(Records from a collection)
++++++++++
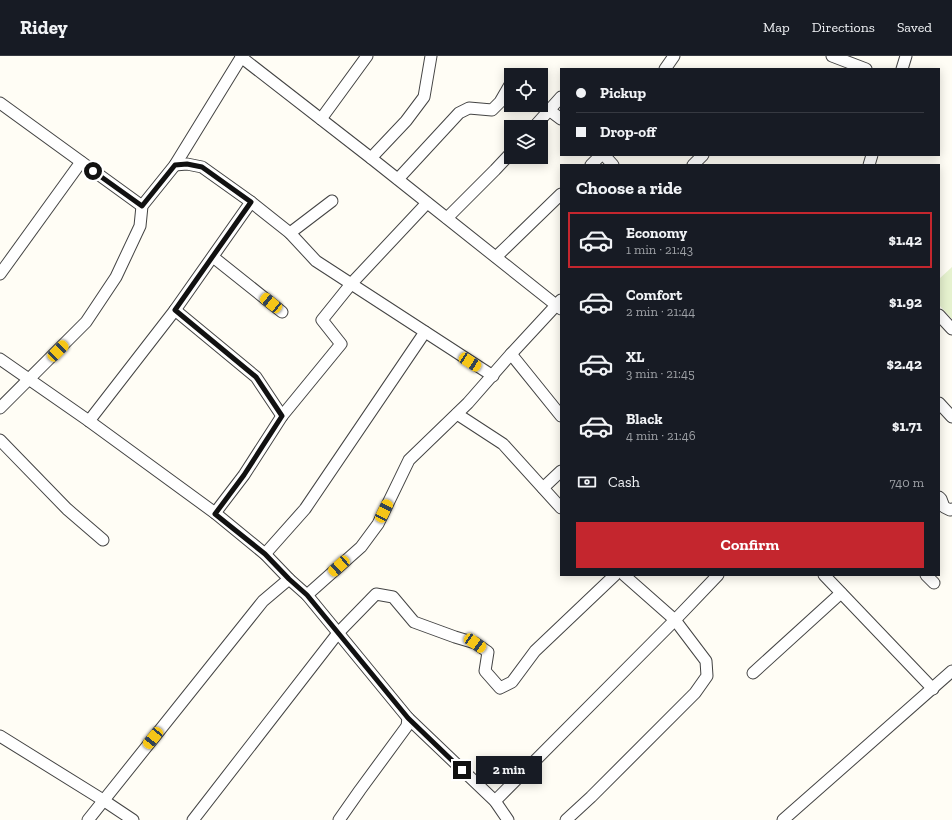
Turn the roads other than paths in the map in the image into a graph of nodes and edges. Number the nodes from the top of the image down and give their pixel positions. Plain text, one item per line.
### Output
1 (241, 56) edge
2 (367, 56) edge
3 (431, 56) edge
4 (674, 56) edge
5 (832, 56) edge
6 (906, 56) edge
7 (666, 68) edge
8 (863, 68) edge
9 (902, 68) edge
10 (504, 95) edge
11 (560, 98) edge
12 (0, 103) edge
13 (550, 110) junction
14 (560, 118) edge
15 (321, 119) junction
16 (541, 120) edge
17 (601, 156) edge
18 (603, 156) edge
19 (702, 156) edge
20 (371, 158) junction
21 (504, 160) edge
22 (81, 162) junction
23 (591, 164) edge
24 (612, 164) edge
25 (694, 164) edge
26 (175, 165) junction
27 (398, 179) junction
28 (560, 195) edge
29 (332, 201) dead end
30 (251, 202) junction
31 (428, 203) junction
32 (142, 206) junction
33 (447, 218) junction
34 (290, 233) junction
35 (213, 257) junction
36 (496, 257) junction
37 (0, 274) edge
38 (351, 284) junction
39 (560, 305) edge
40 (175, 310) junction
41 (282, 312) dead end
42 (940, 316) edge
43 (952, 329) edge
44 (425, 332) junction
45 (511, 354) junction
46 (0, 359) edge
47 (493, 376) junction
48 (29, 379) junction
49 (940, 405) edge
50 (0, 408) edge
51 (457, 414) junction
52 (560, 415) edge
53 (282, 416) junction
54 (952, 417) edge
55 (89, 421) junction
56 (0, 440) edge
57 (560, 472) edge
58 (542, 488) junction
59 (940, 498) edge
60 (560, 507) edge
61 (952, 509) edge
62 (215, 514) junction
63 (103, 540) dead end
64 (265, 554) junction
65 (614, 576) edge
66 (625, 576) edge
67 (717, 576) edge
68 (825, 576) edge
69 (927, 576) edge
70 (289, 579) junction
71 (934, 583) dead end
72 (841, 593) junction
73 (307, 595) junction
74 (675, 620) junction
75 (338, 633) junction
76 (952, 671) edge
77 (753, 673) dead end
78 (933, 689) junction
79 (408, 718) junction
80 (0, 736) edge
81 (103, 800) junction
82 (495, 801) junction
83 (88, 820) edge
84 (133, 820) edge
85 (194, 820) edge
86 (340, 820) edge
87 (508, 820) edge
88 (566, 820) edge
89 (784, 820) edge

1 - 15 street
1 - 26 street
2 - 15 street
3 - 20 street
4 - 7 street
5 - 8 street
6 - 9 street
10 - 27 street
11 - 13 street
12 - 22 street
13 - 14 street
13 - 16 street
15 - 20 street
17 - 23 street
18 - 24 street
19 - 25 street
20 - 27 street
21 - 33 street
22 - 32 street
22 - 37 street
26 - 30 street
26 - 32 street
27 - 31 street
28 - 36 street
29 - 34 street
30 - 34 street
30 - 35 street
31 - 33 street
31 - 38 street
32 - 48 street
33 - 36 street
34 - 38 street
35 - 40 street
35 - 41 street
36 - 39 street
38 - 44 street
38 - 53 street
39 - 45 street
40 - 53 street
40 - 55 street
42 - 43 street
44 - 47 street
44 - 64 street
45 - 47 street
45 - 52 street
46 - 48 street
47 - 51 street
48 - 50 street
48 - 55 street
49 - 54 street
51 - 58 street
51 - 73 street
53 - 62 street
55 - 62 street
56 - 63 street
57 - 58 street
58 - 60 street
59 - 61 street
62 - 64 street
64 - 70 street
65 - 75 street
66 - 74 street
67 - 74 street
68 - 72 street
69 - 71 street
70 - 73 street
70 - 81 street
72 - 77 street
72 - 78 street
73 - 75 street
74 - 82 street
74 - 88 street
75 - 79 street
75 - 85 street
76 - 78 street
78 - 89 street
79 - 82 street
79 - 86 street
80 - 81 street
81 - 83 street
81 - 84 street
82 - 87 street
++++++++++
Exercise goal: If a line of the records includes the string "dead", copy it out.

Result of the exercise:
29 (332, 201) dead end
41 (282, 312) dead end
63 (103, 540) dead end
71 (934, 583) dead end
77 (753, 673) dead end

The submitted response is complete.